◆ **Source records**

--*--

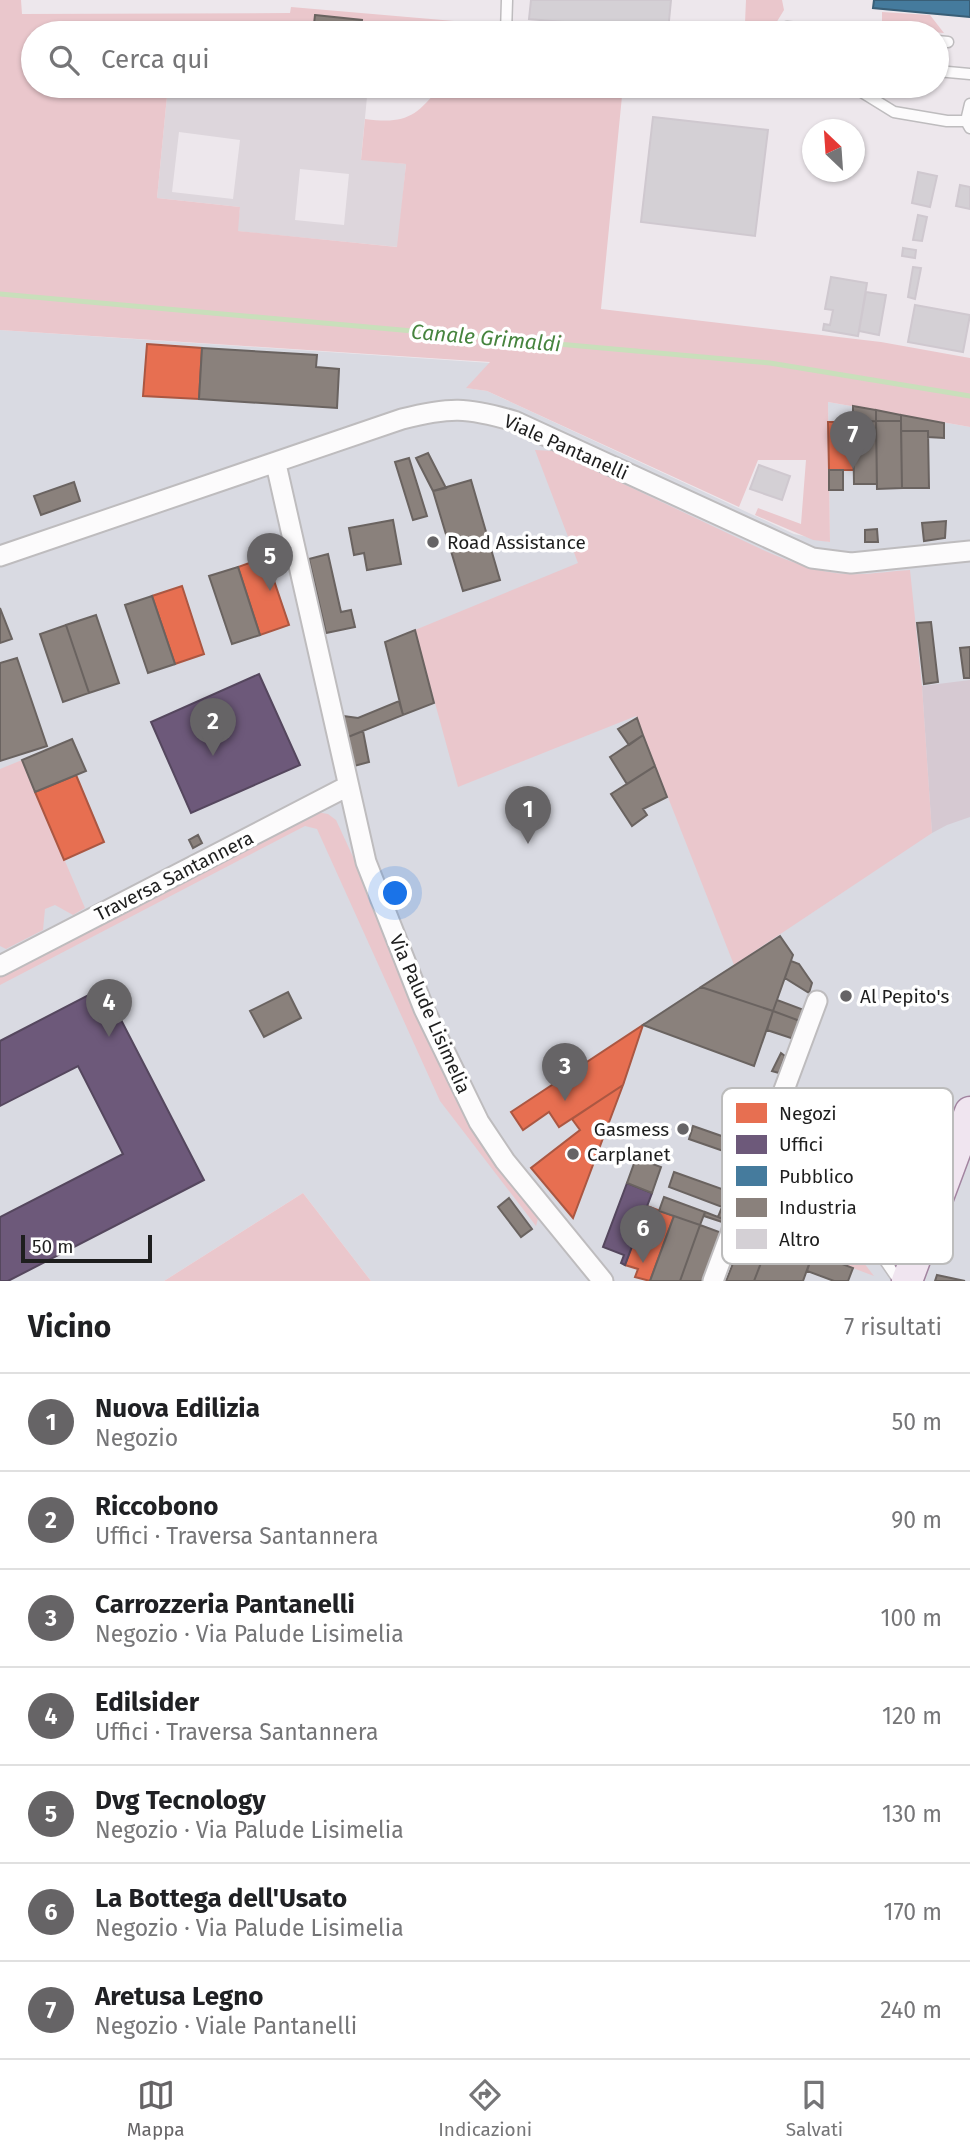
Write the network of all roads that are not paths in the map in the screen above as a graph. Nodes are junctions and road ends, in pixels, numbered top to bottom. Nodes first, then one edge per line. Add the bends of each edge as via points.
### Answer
1 (507, 0) edge
2 (506, 21) edge
3 (949, 72) edge
4 (970, 74) edge
5 (871, 98) edge
6 (970, 104) edge
7 (968, 125) edge
8 (276, 464) junction
9 (970, 551) edge
10 (0, 556) edge
11 (348, 786) junction
12 (0, 967) edge
13 (817, 1001) dead end
14 (785, 1088) edge
15 (970, 1112) edge
16 (954, 1156) edge
17 (722, 1257) edge
18 (887, 1264) edge
19 (913, 1264) edge
20 (603, 1281) edge
21 (713, 1281) edge
22 (899, 1281) edge
23 (907, 1281) edge

1 - 2 lane
3 - 4 lane
5 - 7 lane via 894,112
6 - 7 lane
8 - 9 street, Viale Pantanelli via 402,419 429,412 476,410 514,421 812,558 851,563
8 - 10 street, Viale Pantanelli
8 - 11 street, Via Palude Lisimelia
11 - 12 street, Traversa Santannera
11 - 20 street, Via Palude Lisimelia via 366,862 424,1009 464,1094 505,1161
13 - 14 street
15 - 16 main road
17 - 21 street
18 - 22 lane
19 - 23 main road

--*--

Give the records above again in full and exactly, but exclude every picture.

◆ **Output of the exercise**
Write the network of all roads that are not paths in the map in the screen above as a graph. Nodes are junctions and road ends, in pixels, numbered top to bottom. Nodes first, then one edge per line. Add the bends of each edge as via points.
### Answer
1 (507, 0) edge
2 (506, 21) edge
3 (949, 72) edge
4 (970, 74) edge
5 (871, 98) edge
6 (970, 104) edge
7 (968, 125) edge
8 (276, 464) junction
9 (970, 551) edge
10 (0, 556) edge
11 (348, 786) junction
12 (0, 967) edge
13 (817, 1001) dead end
14 (785, 1088) edge
15 (970, 1112) edge
16 (954, 1156) edge
17 (722, 1257) edge
18 (887, 1264) edge
19 (913, 1264) edge
20 (603, 1281) edge
21 (713, 1281) edge
22 (899, 1281) edge
23 (907, 1281) edge

1 - 2 lane
3 - 4 lane
5 - 7 lane via 894,112
6 - 7 lane
8 - 9 street, Viale Pantanelli via 402,419 429,412 476,410 514,421 812,558 851,563
8 - 10 street, Viale Pantanelli
8 - 11 street, Via Palude Lisimelia
11 - 12 street, Traversa Santannera
11 - 20 street, Via Palude Lisimelia via 366,862 424,1009 464,1094 505,1161
13 - 14 street
15 - 16 main road
17 - 21 street
18 - 22 lane
19 - 23 main road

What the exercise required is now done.